[Stored data entries]

+ + + + +

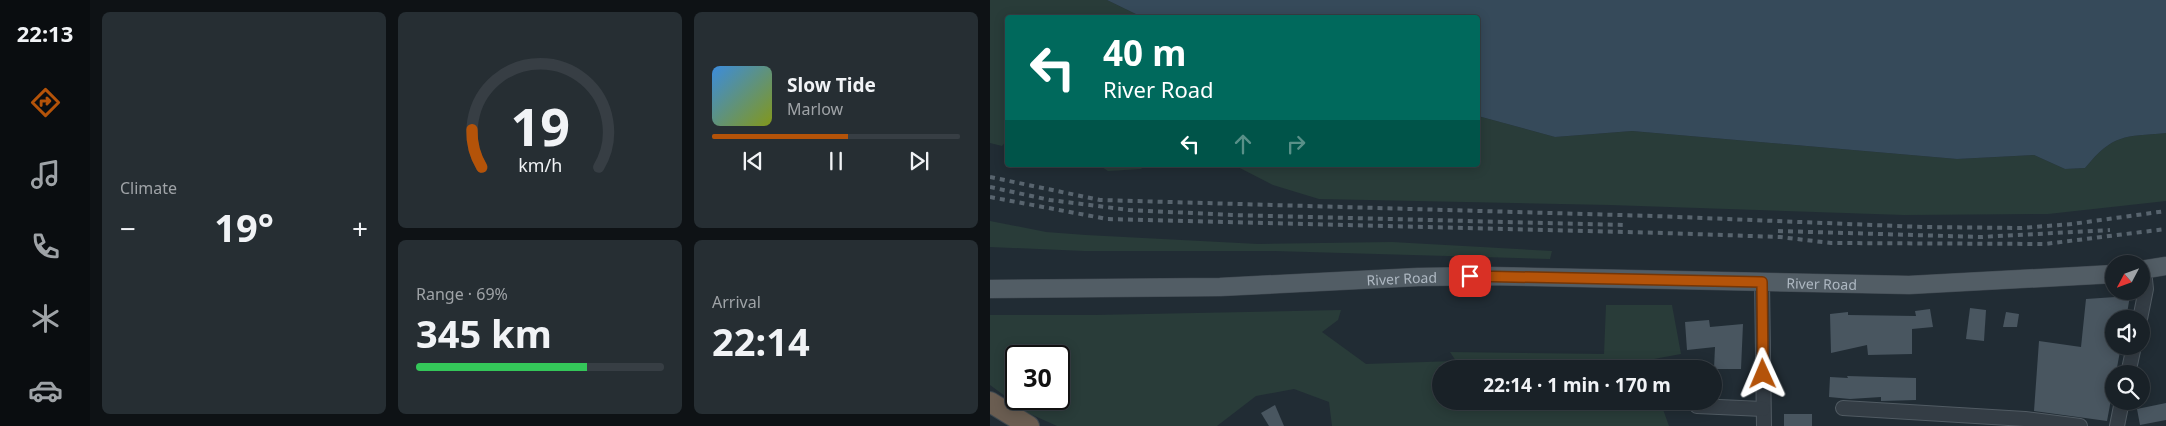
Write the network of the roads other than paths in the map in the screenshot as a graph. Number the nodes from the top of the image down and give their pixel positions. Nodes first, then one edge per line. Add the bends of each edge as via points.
1 (2166, 266) edge
2 (2150, 269) edge
3 (2105, 274) edge
4 (1762, 282) junction
5 (990, 289) edge
6 (990, 402) edge
7 (1722, 407) edge
8 (1843, 408) dead end
9 (1763, 409) junction
10 (2120, 410) edge
11 (1029, 426) edge
12 (1764, 426) edge
13 (2080, 426) edge
14 (2117, 426) edge

1 - 2 main road
3 - 4 main road, River Road via 1909,285
4 - 5 main road, River Road via 1418,277 1220,286
4 - 9 street
6 - 11 highway
7 - 9 street
8 - 13 street via 2026,419
9 - 12 street
10 - 14 street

+ + + + +

EXERCISE REQUIREMENTS: The expected response is every entry above, repeated exactly, pictures removed.

ANSWER SECTION:
Write the network of the roads other than paths in the map in the screenshot as a graph. Number the nodes from the top of the image down and give their pixel positions. Nodes first, then one edge per line. Add the bends of each edge as via points.
1 (2166, 266) edge
2 (2150, 269) edge
3 (2105, 274) edge
4 (1762, 282) junction
5 (990, 289) edge
6 (990, 402) edge
7 (1722, 407) edge
8 (1843, 408) dead end
9 (1763, 409) junction
10 (2120, 410) edge
11 (1029, 426) edge
12 (1764, 426) edge
13 (2080, 426) edge
14 (2117, 426) edge

1 - 2 main road
3 - 4 main road, River Road via 1909,285
4 - 5 main road, River Road via 1418,277 1220,286
4 - 9 street
6 - 11 highway
7 - 9 street
8 - 13 street via 2026,419
9 - 12 street
10 - 14 street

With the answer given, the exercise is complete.